- **Task goal**:
A single number is the answer: the count of lines in these records with "Hali" in them.

=== Section Start ===

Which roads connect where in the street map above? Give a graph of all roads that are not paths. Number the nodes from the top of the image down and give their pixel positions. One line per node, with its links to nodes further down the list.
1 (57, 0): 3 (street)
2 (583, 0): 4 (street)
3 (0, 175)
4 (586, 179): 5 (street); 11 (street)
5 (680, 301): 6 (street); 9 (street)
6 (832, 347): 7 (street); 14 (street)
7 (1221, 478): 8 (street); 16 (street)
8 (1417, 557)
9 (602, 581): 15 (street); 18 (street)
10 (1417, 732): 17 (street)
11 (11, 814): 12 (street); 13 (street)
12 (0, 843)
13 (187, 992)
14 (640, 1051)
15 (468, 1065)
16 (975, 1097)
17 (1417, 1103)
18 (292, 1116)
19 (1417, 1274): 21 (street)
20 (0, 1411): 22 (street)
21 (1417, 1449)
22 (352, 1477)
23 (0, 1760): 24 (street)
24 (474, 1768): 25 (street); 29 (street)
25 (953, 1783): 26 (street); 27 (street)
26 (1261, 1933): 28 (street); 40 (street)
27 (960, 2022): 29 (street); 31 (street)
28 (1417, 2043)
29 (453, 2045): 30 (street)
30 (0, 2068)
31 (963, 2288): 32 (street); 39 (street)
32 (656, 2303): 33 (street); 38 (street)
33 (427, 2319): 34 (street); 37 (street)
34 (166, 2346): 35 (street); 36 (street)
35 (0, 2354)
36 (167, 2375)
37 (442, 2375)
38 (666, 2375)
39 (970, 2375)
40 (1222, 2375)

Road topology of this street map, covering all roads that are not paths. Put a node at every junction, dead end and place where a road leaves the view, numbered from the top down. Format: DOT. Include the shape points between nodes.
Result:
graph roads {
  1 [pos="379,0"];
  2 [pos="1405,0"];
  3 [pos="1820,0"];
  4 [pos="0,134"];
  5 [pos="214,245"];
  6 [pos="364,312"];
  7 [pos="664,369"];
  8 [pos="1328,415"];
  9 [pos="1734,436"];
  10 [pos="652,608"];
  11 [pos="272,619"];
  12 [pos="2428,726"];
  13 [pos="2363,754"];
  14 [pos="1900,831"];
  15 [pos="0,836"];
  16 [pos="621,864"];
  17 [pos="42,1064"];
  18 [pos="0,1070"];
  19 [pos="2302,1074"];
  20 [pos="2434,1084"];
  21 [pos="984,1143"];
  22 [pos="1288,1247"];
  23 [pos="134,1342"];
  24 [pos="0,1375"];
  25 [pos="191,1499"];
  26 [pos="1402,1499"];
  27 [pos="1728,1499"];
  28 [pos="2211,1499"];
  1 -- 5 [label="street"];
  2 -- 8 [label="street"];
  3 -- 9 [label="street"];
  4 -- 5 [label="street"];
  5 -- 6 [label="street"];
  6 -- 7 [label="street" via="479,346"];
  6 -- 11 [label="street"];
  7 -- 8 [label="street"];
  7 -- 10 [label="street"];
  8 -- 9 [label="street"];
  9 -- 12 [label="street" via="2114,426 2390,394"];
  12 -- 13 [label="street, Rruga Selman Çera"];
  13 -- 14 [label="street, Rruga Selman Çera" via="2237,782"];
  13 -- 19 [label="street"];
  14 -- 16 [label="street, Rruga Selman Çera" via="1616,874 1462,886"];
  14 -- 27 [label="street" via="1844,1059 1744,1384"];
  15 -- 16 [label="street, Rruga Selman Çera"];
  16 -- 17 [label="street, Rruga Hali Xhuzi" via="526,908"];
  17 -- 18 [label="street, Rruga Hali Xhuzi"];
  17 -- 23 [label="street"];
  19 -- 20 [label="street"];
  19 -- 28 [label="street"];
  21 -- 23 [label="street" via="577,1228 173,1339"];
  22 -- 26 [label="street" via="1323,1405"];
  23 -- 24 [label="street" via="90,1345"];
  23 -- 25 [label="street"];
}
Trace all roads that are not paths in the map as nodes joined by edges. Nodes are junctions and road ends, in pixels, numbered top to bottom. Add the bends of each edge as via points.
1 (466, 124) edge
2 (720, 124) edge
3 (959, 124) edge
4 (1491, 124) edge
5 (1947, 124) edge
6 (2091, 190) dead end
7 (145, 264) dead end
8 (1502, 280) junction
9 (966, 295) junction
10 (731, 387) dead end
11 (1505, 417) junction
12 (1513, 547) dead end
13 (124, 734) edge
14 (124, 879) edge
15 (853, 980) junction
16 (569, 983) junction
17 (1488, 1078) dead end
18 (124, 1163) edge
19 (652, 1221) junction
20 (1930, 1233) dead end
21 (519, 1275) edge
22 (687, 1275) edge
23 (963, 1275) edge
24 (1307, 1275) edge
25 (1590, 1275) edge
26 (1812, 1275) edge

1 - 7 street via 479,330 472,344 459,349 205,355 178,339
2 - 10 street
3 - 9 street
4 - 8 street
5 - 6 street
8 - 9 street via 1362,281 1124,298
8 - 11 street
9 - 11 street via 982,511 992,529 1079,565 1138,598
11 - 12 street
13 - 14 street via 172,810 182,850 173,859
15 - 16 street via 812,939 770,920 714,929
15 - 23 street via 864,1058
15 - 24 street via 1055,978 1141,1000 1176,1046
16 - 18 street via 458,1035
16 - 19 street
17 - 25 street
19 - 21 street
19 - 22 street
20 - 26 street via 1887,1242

=== Section End ===

- **Exercise output**:
2